Le James Bond qui s’est un peu fait démonter à sa sortie, à cause du changement d’acteur, mais qui a gagné ses lettres de noblesse avec le temps. Toutefois, je dois établir un constat assez alarmant : ce film est sans doute le plus frustrant de toute la franchise !
Parce que oui, l’Australien Lazenby dégage quelque chose d’assez unique dans le rôle de l’agent secret britannique. Oui, la dynamique entre lui et l’incroyable Diana Rigg se démarque de ce qu’on a pu voir jusqu’à très récemment dans les films bondiens. Oui, le recasting de Blofeld est un peu déroutant, mais Telly Savalas se révèle plus menaçant, plus impitoyable (là où Donald Pleasence était très bon mais assez caricatural). Et oui, cette intrigue qui s’ancre dans une approche plus réaliste (on n’a aucun gadget farfelu), plus sombre et mature aussi, possède un potentiel monstrueux comparés aux autres de son temps. On en devine d’ailleurs certaines inspirations, hommages et références dans l’époque plus tardive, notamment les ères Dalton et Craig. Tout autant d’éléments qui lui auraient permis d’être facilement l’une des trois meilleures entrées de la franchise. Qu’est-ce qui a pu coincer ?
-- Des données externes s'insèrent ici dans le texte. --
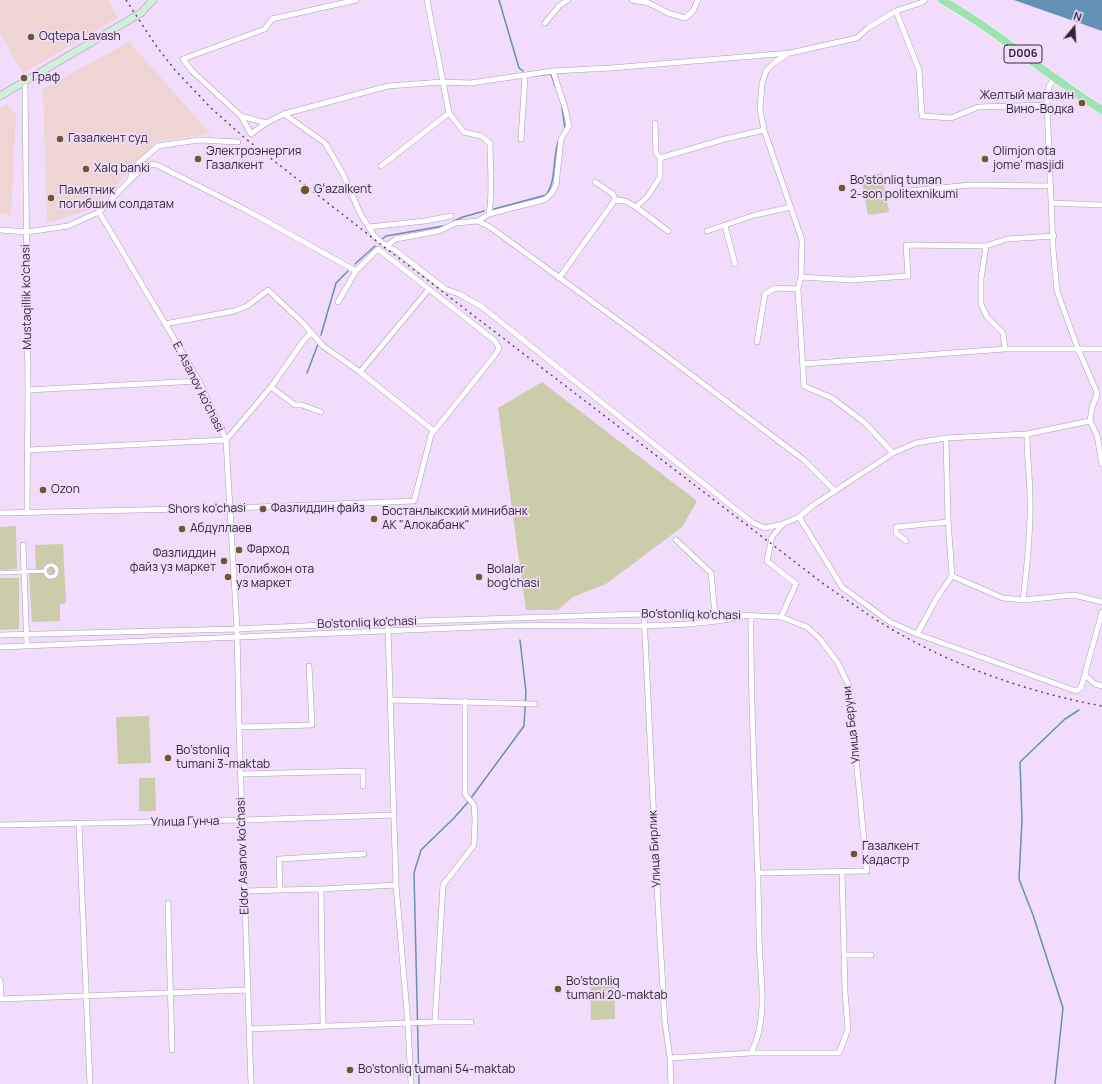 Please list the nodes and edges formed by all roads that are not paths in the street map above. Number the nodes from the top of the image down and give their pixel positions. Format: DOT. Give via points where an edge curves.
graph roads {
  1 [pos="153,0"];
  2 [pos="356,0"];
  3 [pos="427,0"];
  4 [pos="556,0"];
  5 [pos="568,0"];
  6 [pos="632,0"];
  7 [pos="698,0"];
  8 [pos="925,0"];
  9 [pos="942,0"];
  10 [pos="949,0"];
  11 [pos="559,6"];
  12 [pos="896,12"];
  13 [pos="545,23"];
  14 [pos="790,53"];
  15 [pos="553,71"];
  16 [pos="524,75"];
  17 [pos="1056,77"];
  18 [pos="25,82"];
  19 [pos="442,82"];
  20 [pos="0,96"];
  21 [pos="1047,105"];
  22 [pos="1102,107"];
  23 [pos="1102,110"];
  24 [pos="449,113"];
  25 [pos="284,114"];
  26 [pos="241,116"];
  27 [pos="266,123"];
  28 [pos="655,123"];
  29 [pos="764,130"];
  30 [pos="521,139"];
  31 [pos="238,142"];
  32 [pos="660,158"];
  33 [pos="381,166"];
  34 [pos="130,180"];
  35 [pos="595,182"];
  36 [pos="1051,186"];
  37 [pos="898,192"];
  38 [pos="615,200"];
  39 [pos="1052,203"];
  40 [pos="1102,205"];
  41 [pos="636,207"];
  42 [pos="791,207"];
  43 [pos="99,212"];
  44 [pos="489,214"];
  45 [pos="451,216"];
  46 [pos="478,221"];
  47 [pos="369,226"];
  48 [pos="725,226"];
  49 [pos="0,230"];
  50 [pos="668,231"];
  51 [pos="707,231"];
  52 [pos="26,232"];
  53 [pos="1054,236"];
  54 [pos="386,246"];
  55 [pos="986,246"];
  56 [pos="735,264"];
  57 [pos="356,271"];
  58 [pos="801,277"];
  59 [pos="559,278"];
  60 [pos="429,289"];
  61 [pos="798,289"];
  62 [pos="338,302"];
  63 [pos="165,324"];
  64 [pos="311,333"];
  65 [pos="757,342"];
  66 [pos="1005,349"];
  67 [pos="1078,349"];
  68 [pos="1102,349"];
  69 [pos="803,364"];
  70 [pos="360,372"];
  71 [pos="199,381"];
  72 [pos="271,387"];
  73 [pos="28,390"];
  74 [pos="321,412"];
  75 [pos="1090,421"];
  76 [pos="434,431"];
  77 [pos="1027,434"];
  78 [pos="1099,434"];
  79 [pos="946,438"];
  80 [pos="226,440"];
  81 [pos="28,450"];
  82 [pos="894,453"];
  83 [pos="1102,464"];
  84 [pos="835,491"];
  85 [pos="231,508"];
  86 [pos="27,513"];
  87 [pos="0,514"];
  88 [pos="800,517"];
  89 [pos="948,522"];
  90 [pos="783,524"];
  91 [pos="676,540"];
  92 [pos="906,541"];
  93 [pos="23,545"];
  94 [pos="44,571"];
  95 [pos="24,572"];
  96 [pos="0,573"];
  97 [pos="952,576"];
  98 [pos="1023,600"];
  99 [pos="1102,602"];
  100 [pos="1102,612"];
  101 [pos="644,614"];
  102 [pos="715,614"];
  103 [pos="751,616"];
  104 [pos="781,617"];
  105 [pos="388,622"];
  106 [pos="645,625"];
  107 [pos="237,629"];
  108 [pos="388,630"];
  109 [pos="27,634"];
  110 [pos="917,634"];
  111 [pos="0,635"];
  112 [pos="238,636"];
  113 [pos="27,646"];
  114 [pos="0,647"];
  115 [pos="309,666"];
  116 [pos="1085,675"];
  117 [pos="1102,686"];
  118 [pos="391,700"];
  119 [pos="465,701"];
  120 [pos="533,704"];
  121 [pos="239,727"];
  122 [pos="241,774"];
  123 [pos="363,786"];
  124 [pos="394,815"];
  125 [pos="243,820"];
  126 [pos="79,824"];
  127 [pos="0,825"];
  128 [pos="364,854"];
  129 [pos="842,872"];
  130 [pos="759,873"];
  131 [pos="396,885"];
  132 [pos="321,889"];
  133 [pos="280,890"];
  134 [pos="245,891"];
  135 [pos="168,903"];
  136 [pos="844,955"];
  137 [pos="871,955"];
  138 [pos="0,980"];
  139 [pos="247,990"];
  140 [pos="171,993"];
  141 [pos="86,996"];
  142 [pos="0,999"];
  143 [pos="435,1022"];
  144 [pos="471,1022"];
  145 [pos="410,1024"];
  146 [pos="323,1027"];
  147 [pos="249,1029"];
  148 [pos="172,1050"];
  149 [pos="751,1053"];
  150 [pos="670,1058"];
  151 [pos="90,1084"];
  152 [pos="251,1084"];
  153 [pos="411,1084"];
  154 [pos="671,1084"];
  1 -- 18 [label="main road" via="141,13"];
  2 -- 26 [label="street" via="272,19 265,29 183,59 192,71"];
  3 -- 19 [label="street"];
  4 -- 11 [label="street"];
  5 -- 11 [label="street"];
  6 -- 7 [label="street" via="649,3 685,18 693,11"];
  8 -- 12 [label="street"];
  9 -- 17 [label="main road, D006" via="982,24"];
  10 -- 17 [label="main road, D006" via="984,21"];
  11 -- 13 [label="street"];
  12 -- 14 [label="street" via="868,28 857,38"];
  12 -- 21 [label="street" via="919,70 922,116 951,118 978,107"];
  14 -- 15 [label="street"];
  14 -- 29 [label="street" via="770,66 764,77 760,103"];
  15 -- 16 [label="street"];
  15 -- 44 [label="street" via="569,126 561,139 554,190 543,200"];
  16 -- 19 [label="street" via="471,83"];
  16 -- 30 [label="street"];
  17 -- 21 [label="street" via="1049,86"];
  17 -- 22 [label="main road, D006"];
  17 -- 23 [label="main road, D006"];
  18 -- 20 [label="main road"];
  18 -- 52 [label="street, Mustaqillik ko'chasi"];
  19 -- 24 [label="street"];
  19 -- 25 [label="street" via="388,86"];
  21 -- 36 [label="street"];
  24 -- 33 [label="street"];
  24 -- 44 [label="street" via="464,132 481,136 490,143 492,197"];
  25 -- 27 [label="street"];
  25 -- 47 [label="street" via="325,143"];
  26 -- 27 [label="street"];
  26 -- 27 [label="street" via="252,134"];
  28 -- 32 [label="street" via="656,153"];
  29 -- 32 [label="street"];
  29 -- 42 [label="street"];
  31 -- 34 [label="street" via="199,140 158,146 134,167"];
  32 -- 41 [label="street" via="660,177 648,196"];
  34 -- 43 [label="street"];
  34 -- 57 [label="street" via="147,164 157,165 248,210"];
  35 -- 38 [label="street" via="613,194"];
  36 -- 37 [label="street" via="970,185"];
  36 -- 39 [label="street"];
  38 -- 41 [label="street" via="625,201"];
  38 -- 59 [label="street"];
  39 -- 40 [label="street"];
  39 -- 53 [label="street"];
  41 -- 50 [label="street"];
  42 -- 48 [label="street" via="755,215"];
  42 -- 58 [label="street" via="802,240"];
  43 -- 52 [label="street" via="68,226"];
  43 -- 63 [label="street, E. Asanov ko'chasi"];
  44 -- 46 [label="street"];
  45 -- 47 [label="street"];
  46 -- 54 [label="street" via="456,223 439,230 396,240"];
  46 -- 59 [label="street"];
  47 -- 54 [label="street" via="375,237"];
  48 -- 51 [label="street"];
  48 -- 56 [label="street"];
  49 -- 52 [label="street"];
  52 -- 73 [label="street, Mustaqillik ko'chasi"];
  53 -- 55 [label="street" via="1008,239"];
  53 -- 67 [label="street" via="1057,292"];
  54 -- 90 [label="street" via="395,250 445,289 482,307 753,523 765,528"];
  55 -- 58 [label="street" via="906,245 908,276 850,280"];
  55 -- 66 [label="street" via="981,279 981,304 987,317 1003,333"];
  57 -- 60 [label="street" via="378,249"];
  57 -- 62 [label="street"];
  58 -- 61 [label="street"];
  59 -- 84 [label="street" via="804,460"];
  60 -- 70 [label="street"];
  60 -- 76 [label="street" via="495,341 499,348"];
  61 -- 65 [label="street" via="775,288 765,294"];
  61 -- 69 [label="street"];
  63 -- 64 [label="street" via="234,311 247,306 268,290"];
  63 -- 71 [label="street, E. Asanov ko'chasi"];
  64 -- 70 [label="street" via="323,346"];
  64 -- 72 [label="street"];
  66 -- 67 [label="street"];
  66 -- 69 [label="street"];
  67 -- 68 [label="street"];
  67 -- 75 [label="street" via="1097,395"];
  69 -- 82 [label="street" via="804,386 832,398 865,423"];
  70 -- 76 [label="street"];
  71 -- 73 [label="street"];
  71 -- 80 [label="street, E. Asanov ko'chasi"];
  72 -- 74 [label="street" via="295,405"];
  72 -- 80 [label="street"];
  73 -- 81 [label="street, Mustaqillik ko'chasi"];
  75 -- 77 [label="street"];
  75 -- 78 [label="street"];
  76 -- 85 [label="street, Shors ko'chasi" via="414,501"];
  77 -- 79 [label="street"];
  77 -- 98 [label="street" via="1030,500 1028,558"];
  78 -- 83 [label="street"];
  79 -- 82 [label="street" via="916,443"];
  79 -- 89 [label="street"];
  80 -- 81 [label="street"];
  80 -- 85 [label="street, E. Asanov ko'chasi"];
  81 -- 86 [label="street, Mustaqillik ko'chasi"];
  82 -- 84 [label="street"];
  84 -- 88 [label="street"];
  85 -- 86 [label="street, Shors ko'chasi"];
  85 -- 107 [label="street, E. Asanov ko'chasi"];
  86 -- 87 [label="street, Shors ko'chasi"];
  88 -- 90 [label="street"];
  88 -- 110 [label="street" via="842,587 890,622"];
  89 -- 92 [label="street" via="896,527 896,533"];
  89 -- 97 [label="street"];
  90 -- 104 [label="street" via="772,537 767,561 796,584"];
  91 -- 102 [label="street" via="711,573"];
  93 -- 95 [label="street"];
  94 -- 95 [label="street"];
  95 -- 96 [label="street"];
  95 -- 109 [label="street"];
  97 -- 98 [label="street" via="1003,598"];
  97 -- 110 [label="street"];
  98 -- 99 [label="street" via="1074,595"];
  100 -- 116 [label="street"];
  101 -- 102 [label="street, Bo'stonliq ko'chasi"];
  101 -- 105 [label="street, Bo'stonliq ko'chasi"];
  101 -- 106 [label="street, Улица Бирлик"];
  102 -- 103 [label="street, Bo'stonliq ko'chasi"];
  103 -- 104 [label="street, Улица Беруни"];
  103 -- 106 [label="street, Bo'stonliq ko'chasi" via="716,622"];
  103 -- 130 [label="street" via="750,674"];
  104 -- 129 [label="street, Улица Беруни" via="807,626 820,639 838,662 849,686 867,871"];
  105 -- 107 [label="street, Bo'stonliq ko'chasi"];
  105 -- 108 [label="street"];
  106 -- 108 [label="street, Bo'stonliq ko'chasi" via="534,625"];
  106 -- 150 [label="street, Улица Бирлик" via="658,905 665,1023"];
  107 -- 109 [label="street, Bo'stonliq ko'chasi"];
  107 -- 112 [label="street, Eldor Asanov ko'chasi"];
  108 -- 112 [label="street, Bo'stonliq ko'chasi"];
  108 -- 118 [label="street"];
  109 -- 111 [label="street, Bo'stonliq ko'chasi"];
  109 -- 113 [label="street"];
  110 -- 116 [label="street" via="1076,691 1081,688"];
  112 -- 113 [label="street, Bo'stonliq ko'chasi"];
  112 -- 121 [label="street, Eldor Asanov ko'chasi"];
  113 -- 114 [label="street, Bo'stonliq ko'chasi"];
  115 -- 121 [label="street" via="312,725"];
  116 -- 117 [label="street" via="1095,684"];
  118 -- 119 [label="street"];
  118 -- 124 [label="street"];
  119 -- 120 [label="street"];
  119 -- 143 [label="street" via="465,794 474,805 474,845 443,885"];
  121 -- 122 [label="street, Eldor Asanov ko'chasi"];
  122 -- 123 [label="street" via="363,771"];
  122 -- 125 [label="street, Eldor Asanov ko'chasi"];
  124 -- 125 [label="street, Улица Гунча"];
  124 -- 131 [label="street"];
  125 -- 126 [label="street, Улица Гунча"];
  125 -- 134 [label="street, Eldor Asanov ko'chasi"];
  126 -- 127 [label="street, Улица Гунча"];
  126 -- 141 [label="street"];
  128 -- 133 [label="street" via="279,859"];
  129 -- 130 [label="street"];
  129 -- 136 [label="street"];
  130 -- 149 [label="street" via="761,1010 759,1033"];
  131 -- 132 [label="street"];
  131 -- 145 [label="street"];
  132 -- 133 [label="street"];
  132 -- 146 [label="street"];
  133 -- 134 [label="street"];
  134 -- 139 [label="street, Eldor Asanov ko'chasi"];
  135 -- 140 [label="street"];
  136 -- 137 [label="street"];
  136 -- 149 [label="street" via="848,1029 839,1053"];
  138 -- 142 [label="street"];
  139 -- 140 [label="street"];
  139 -- 147 [label="street, Eldor Asanov ko'chasi"];
  140 -- 141 [label="street"];
  140 -- 148 [label="street"];
  141 -- 142 [label="street"];
  141 -- 151 [label="street"];
  143 -- 144 [label="street"];
  143 -- 145 [label="street"];
  145 -- 146 [label="street"];
  145 -- 153 [label="street"];
  146 -- 147 [label="street"];
  147 -- 152 [label="street, Eldor Asanov ko'chasi"];
  149 -- 150 [label="street"];
  150 -- 154 [label="street, Улица Бирлик"];
}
Tout d’abord, l’intrigue ! Malgré son énorme potentiel, c’est aussi l’un des points faibles du film. Elle se révèle aussi palpitante que cafouilleuse. Le film est plus long qu’à l’accoutumée, mais sans forcément avoir de réelles longueurs, il ne parvient pas à tenir son rythme. Il se dispersent souvent en de multiples intrigues qui semblent parfois déconnectées les unes les autres (on a pratiquement deux intrigues en une : la traque de Bloefeld, et la romance avec Tracy), avant de plus ou moins se recouper pour le dernier acte un peu par hasard.
Cette dichotomie se ressent bien au niveau de la romance de Bond : la relation avec Tracy est clairement traitée de façon différente à n’importe quelle autre James Bond Girl précédentes (et pratiquement toutes celles futures), avec un montage digne d’un soap ; et pourtant, dès qu’on repasse sur l’intrigue espionnage, on retrouve le Bond coureur de jupon, avant que Tracy ne réapparaisse un peu de nulle part et hop, on retrouve le Bond du début. C’est dommage, parce qu’en soi, il ne manque pas grand-chose pour créer quelque chose de plus organique, avec plus de liant pour consolider l’ensemble tout en lui donnant plus de fluidité. Parce que clairement, les deux aspects pris à part, on est parmi les meilleurs intrigues bondiennes et il y a largement la place pour les faire cohabiter (comme nous l’ont montré les films de Daniel Craig).
L’autre point qui fait clairement défaut au film, c’est sa réalisation/son montage. Peter Hunt était déjà au montage des précédents films et si sa méthode du « crash-cutting » pouvait fonctionner dans certains segments (mais on se souvient d’Opération tonnerre et de ses scènes presque interminables ou à peine lisible), on le sent encore novice pour la mise en scène. Certaines scènes sont bien ficelées et fonctionne bien, mais dès qu’on rentre dans l’action, que ce soit la mise en scène ou le montage, ça part en roue libre au point qu’on est sorti de l’action. Pire qu’un montage épileptique, c’est parfois une charcuterie. De même qu’on ne le sent pas très à l’aise avec les séquences en incrustations ou qui demandent plus d’effets spéciaux.
Et c’est dommage, parce que là aussi, avec une mise en scène et un montage maîtrisé, les scènes d’actions ont le potentiel d’être dans le panthéon de la franchise ! La scène d’intro, l’assaut final et le combat avec Blofeld par exemple. Mais surtout, surtout, cette séquence d’évasion et de course poursuite dans la neige de nuit… Avec sans doute le meilleur thème de la franchise après le thème principal… Tant de potentiel charcuté par un montage et une mise en scène maladroite (et cela même quand certaines scènes de cette séquences sont très bonnes parce qu’on retrouve une forme de tempérance dans le montage).
Bref, Au service secret de Sa Majesté a clairement été un des films de la franchise les plus mésestimés pendant longtemps. Et s’il mérite les lettres de noblesses qu’on lui attribue avec le recul de 60 années d’histoire bondienne, je ne peux pas m’empêcher d’en sortir frustrer tant j’ai l’impression d’un potentiel raté. On a tous les ingrédients pour faire l’un des meilleurs films de la franchise, et pourtant la sauce ne prend pas complètement. Dommage.